De la libre concurrence à l’empire de l’argent

Pour que le pouvoir de l’argent s’exerce, il lui faut détruire la souveraineté démocratique des nations.

L’auteur montre que tant qu’une communauté de citoyens égaux en droits peut fixer ses propres normes sociales, aucune des parties prenantes à la production ne peut imposer la prévalence de son seul intérêt sur celui de tous les autres.
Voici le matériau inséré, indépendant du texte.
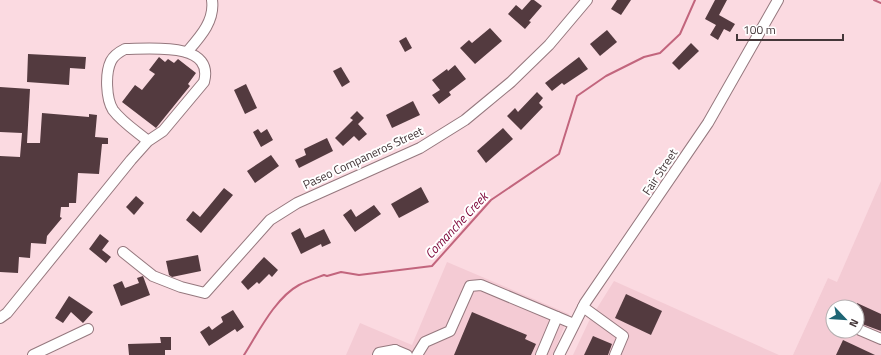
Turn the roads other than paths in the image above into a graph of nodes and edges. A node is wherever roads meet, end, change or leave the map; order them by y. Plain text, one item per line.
1 (212, 0) edge
2 (587, 0) edge
3 (778, 0) edge
4 (187, 52) junction
5 (148, 141) junction
6 (123, 252) dead end
7 (583, 306) junction
8 (557, 316) junction
9 (0, 318) edge
10 (574, 324) junction
11 (88, 329) dead end
12 (865, 332) edge
13 (881, 339) edge
14 (47, 352) edge
15 (394, 353) edge
16 (34, 355) edge
17 (378, 355) edge
18 (407, 355) edge
19 (417, 355) edge
20 (541, 355) edge
21 (559, 355) edge
22 (615, 355) edge

1 - 4 street
2 - 6 street, Paseo Companeros Street
3 - 7 street, Fair Street
4 - 5 street
4 - 5 street
5 - 9 street
7 - 10 street, Fair Street
7 - 22 street
8 - 10 street
8 - 19 street
8 - 20 street
10 - 21 street, Fair Street
11 - 14 street
12 - 13 street
14 - 16 street
15 - 17 street
15 - 18 street

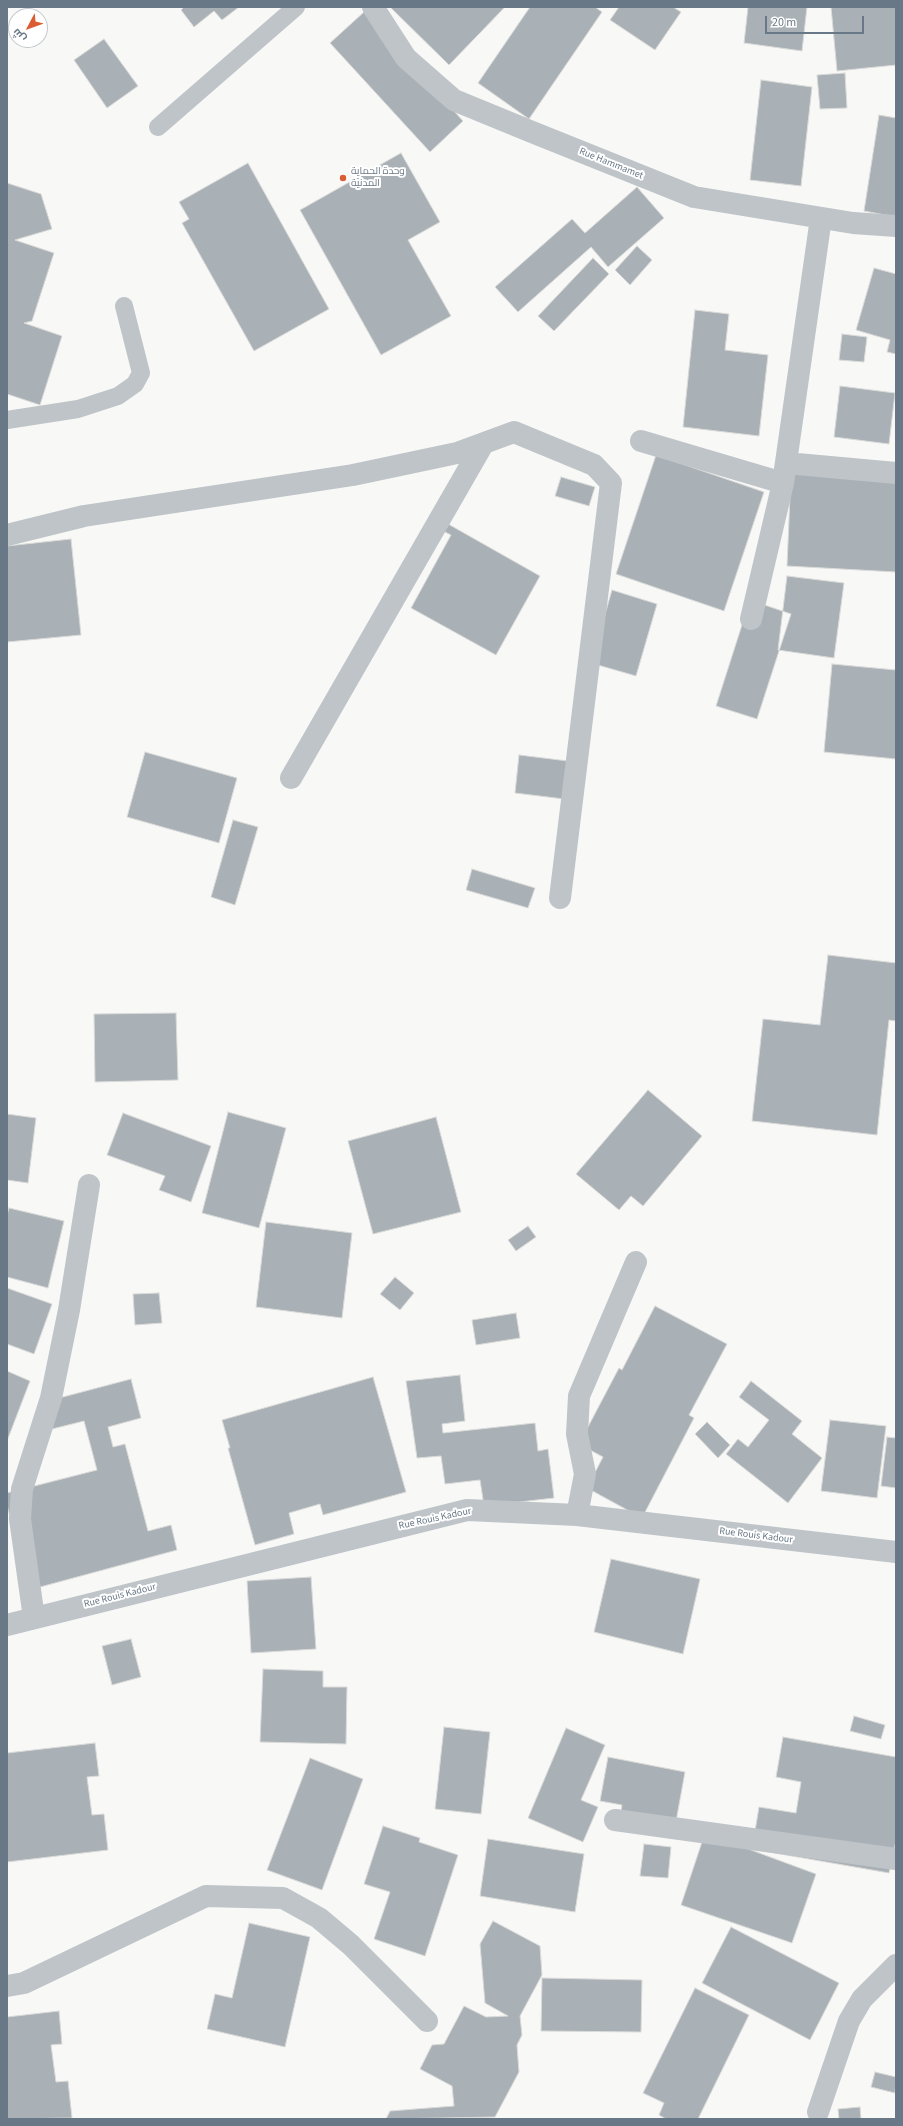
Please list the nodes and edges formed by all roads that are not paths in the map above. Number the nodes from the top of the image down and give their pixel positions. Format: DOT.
graph roads {
  1 [pos="296,7"];
  2 [pos="373,7"];
  3 [pos="158,127"];
  4 [pos="821,218"];
  5 [pos="896,226"];
  6 [pos="124,306"];
  7 [pos="7,420"];
  8 [pos="641,441"];
  9 [pos="483,444"];
  10 [pos="785,473"];
  11 [pos="896,473"];
  12 [pos="7,535"];
  13 [pos="751,619"];
  14 [pos="292,778"];
  15 [pos="560,898"];
  16 [pos="90,1185"];
  17 [pos="636,1262"];
  18 [pos="578,1515"];
  19 [pos="896,1552"];
  20 [pos="34,1618"];
  21 [pos="7,1625"];
  22 [pos="615,1820"];
  23 [pos="896,1859"];
  24 [pos="896,1965"];
  25 [pos="7,1986"];
  26 [pos="427,2021"];
  27 [pos="818,2112"];
  1 -- 3 [label="lane"];
  2 -- 4 [label="street, Rue Hammamet"];
  4 -- 5 [label="street, Rue Hammamet"];
  4 -- 10 [label="street"];
  6 -- 7 [label="lane"];
  8 -- 10 [label="street"];
  9 -- 12 [label="street"];
  9 -- 14 [label="street"];
  9 -- 15 [label="street"];
  10 -- 11 [label="street"];
  10 -- 13 [label="street"];
  16 -- 20 [label="street"];
  17 -- 18 [label="street"];
  18 -- 19 [label="street, Rue Rouis Kadour"];
  18 -- 20 [label="street, Rue Rouis Kadour"];
  20 -- 21 [label="street, Rue Rouis Kadour"];
  22 -- 23 [label="street"];
  24 -- 27 [label="street"];
  25 -- 26 [label="street"];
}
Pour que le pouvoir de l’argent s’exerce, il lui faut détruire la souveraineté démocratique des nations. « Le royaume de l’argent (détenteurs de capitaux) est donc forcément un empire, c’est-à-dire un espace affranchi des lois nationales. » La libre circulation du capital financier permet à ses propriétaires d’exercer un chantage permanent à la délocalisation des investissements pour obtenir une organisation du travail, des méthodes de management, une réglementation et une fiscalité qui maximisent le taux de rendements du capital(11)Page 75, « maximiser l’écart entre la valeur boursière des actions et la valeur des capitaux propres apportés par les actionnaires ».. Qui ne voit là la finalité de toutes les réformes régressives de Juppé à Hollande-Macron en passant par Sarkozy, des droites et gauches de gouvernement, dites du cercle de la « raison », de la déraison en fait.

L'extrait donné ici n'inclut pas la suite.